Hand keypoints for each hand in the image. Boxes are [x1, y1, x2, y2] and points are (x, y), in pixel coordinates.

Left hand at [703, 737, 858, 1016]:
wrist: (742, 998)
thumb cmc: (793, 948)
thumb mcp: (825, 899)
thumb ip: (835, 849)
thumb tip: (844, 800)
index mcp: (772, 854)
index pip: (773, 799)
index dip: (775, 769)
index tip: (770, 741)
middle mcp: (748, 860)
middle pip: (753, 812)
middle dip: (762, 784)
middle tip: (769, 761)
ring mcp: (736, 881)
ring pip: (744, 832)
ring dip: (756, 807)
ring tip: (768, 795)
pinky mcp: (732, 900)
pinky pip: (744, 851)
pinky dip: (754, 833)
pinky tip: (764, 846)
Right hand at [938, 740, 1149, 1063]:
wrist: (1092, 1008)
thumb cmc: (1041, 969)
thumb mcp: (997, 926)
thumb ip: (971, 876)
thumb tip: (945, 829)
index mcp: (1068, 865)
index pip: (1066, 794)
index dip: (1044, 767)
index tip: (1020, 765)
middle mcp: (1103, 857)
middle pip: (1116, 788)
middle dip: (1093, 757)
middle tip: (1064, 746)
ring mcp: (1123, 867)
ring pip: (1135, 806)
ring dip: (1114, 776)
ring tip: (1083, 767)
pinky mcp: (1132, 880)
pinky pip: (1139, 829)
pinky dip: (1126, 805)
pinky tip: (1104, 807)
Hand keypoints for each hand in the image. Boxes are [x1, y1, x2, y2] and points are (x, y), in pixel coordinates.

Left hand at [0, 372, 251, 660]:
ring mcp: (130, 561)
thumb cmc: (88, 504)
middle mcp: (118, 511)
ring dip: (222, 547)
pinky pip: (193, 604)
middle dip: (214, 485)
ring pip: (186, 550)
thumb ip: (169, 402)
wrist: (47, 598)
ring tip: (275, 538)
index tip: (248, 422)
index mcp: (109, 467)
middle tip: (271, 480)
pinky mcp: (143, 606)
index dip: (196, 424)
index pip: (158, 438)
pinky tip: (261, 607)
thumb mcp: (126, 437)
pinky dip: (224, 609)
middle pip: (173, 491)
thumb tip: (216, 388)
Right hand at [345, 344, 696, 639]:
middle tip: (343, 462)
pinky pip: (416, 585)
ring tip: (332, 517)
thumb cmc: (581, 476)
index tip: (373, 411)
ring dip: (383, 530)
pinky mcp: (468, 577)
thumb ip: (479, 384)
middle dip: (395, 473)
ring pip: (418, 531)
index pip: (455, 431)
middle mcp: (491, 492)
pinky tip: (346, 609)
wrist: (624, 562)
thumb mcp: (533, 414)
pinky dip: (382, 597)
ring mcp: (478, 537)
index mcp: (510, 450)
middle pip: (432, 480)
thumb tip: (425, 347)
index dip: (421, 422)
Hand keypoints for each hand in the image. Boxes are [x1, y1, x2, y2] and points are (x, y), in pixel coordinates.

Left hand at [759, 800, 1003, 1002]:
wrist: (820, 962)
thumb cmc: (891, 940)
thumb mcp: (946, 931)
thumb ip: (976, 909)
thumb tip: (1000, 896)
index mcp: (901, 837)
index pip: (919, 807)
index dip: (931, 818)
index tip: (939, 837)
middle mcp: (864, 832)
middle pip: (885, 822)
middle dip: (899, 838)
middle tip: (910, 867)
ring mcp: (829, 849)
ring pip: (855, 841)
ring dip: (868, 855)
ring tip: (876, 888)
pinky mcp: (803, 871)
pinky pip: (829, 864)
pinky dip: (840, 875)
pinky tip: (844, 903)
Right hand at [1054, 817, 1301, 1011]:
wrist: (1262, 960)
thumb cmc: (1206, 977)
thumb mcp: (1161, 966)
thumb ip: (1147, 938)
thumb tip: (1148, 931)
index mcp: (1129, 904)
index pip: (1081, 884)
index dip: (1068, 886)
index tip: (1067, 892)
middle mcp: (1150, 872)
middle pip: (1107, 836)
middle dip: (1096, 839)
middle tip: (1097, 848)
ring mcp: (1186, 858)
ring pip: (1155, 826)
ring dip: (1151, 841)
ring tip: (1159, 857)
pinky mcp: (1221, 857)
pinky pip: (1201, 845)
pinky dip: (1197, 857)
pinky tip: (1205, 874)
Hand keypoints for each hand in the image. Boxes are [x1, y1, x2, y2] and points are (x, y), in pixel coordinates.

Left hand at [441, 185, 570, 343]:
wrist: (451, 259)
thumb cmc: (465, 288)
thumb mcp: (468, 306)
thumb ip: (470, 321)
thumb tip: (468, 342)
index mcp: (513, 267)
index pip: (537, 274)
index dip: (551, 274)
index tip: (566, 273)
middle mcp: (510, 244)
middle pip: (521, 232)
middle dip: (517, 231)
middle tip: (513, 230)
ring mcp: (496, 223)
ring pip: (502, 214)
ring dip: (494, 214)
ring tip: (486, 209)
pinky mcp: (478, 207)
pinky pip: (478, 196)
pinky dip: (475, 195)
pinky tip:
══════
■ Exercise directions: What you give back should be only the lines of the records above, starting at the line with "index dip: (421, 422)" and ending at the line with "pinky dip: (840, 875)", restated word for word.

■ Answer box:
index dip: (421, 422)
Hand keypoints for each hand in the image. Boxes are [x1, y1, x2, y2] and points are (x, y), in pixel coordinates.

Left hand at [759, 800, 1003, 1002]:
wrist: (820, 962)
thumb cmc: (891, 940)
thumb mcp: (946, 931)
thumb ip: (976, 909)
thumb tip: (1000, 896)
index mcp: (901, 837)
index pip: (919, 807)
index dip: (931, 818)
index tip: (939, 837)
middle mcp: (864, 832)
middle pip: (885, 822)
middle dip: (899, 838)
middle tip: (910, 867)
ring mcp: (829, 849)
ring pip: (855, 841)
ring dip: (868, 855)
ring tip: (876, 888)
pinky mcp: (803, 871)
pinky pip: (829, 864)
pinky dip: (840, 875)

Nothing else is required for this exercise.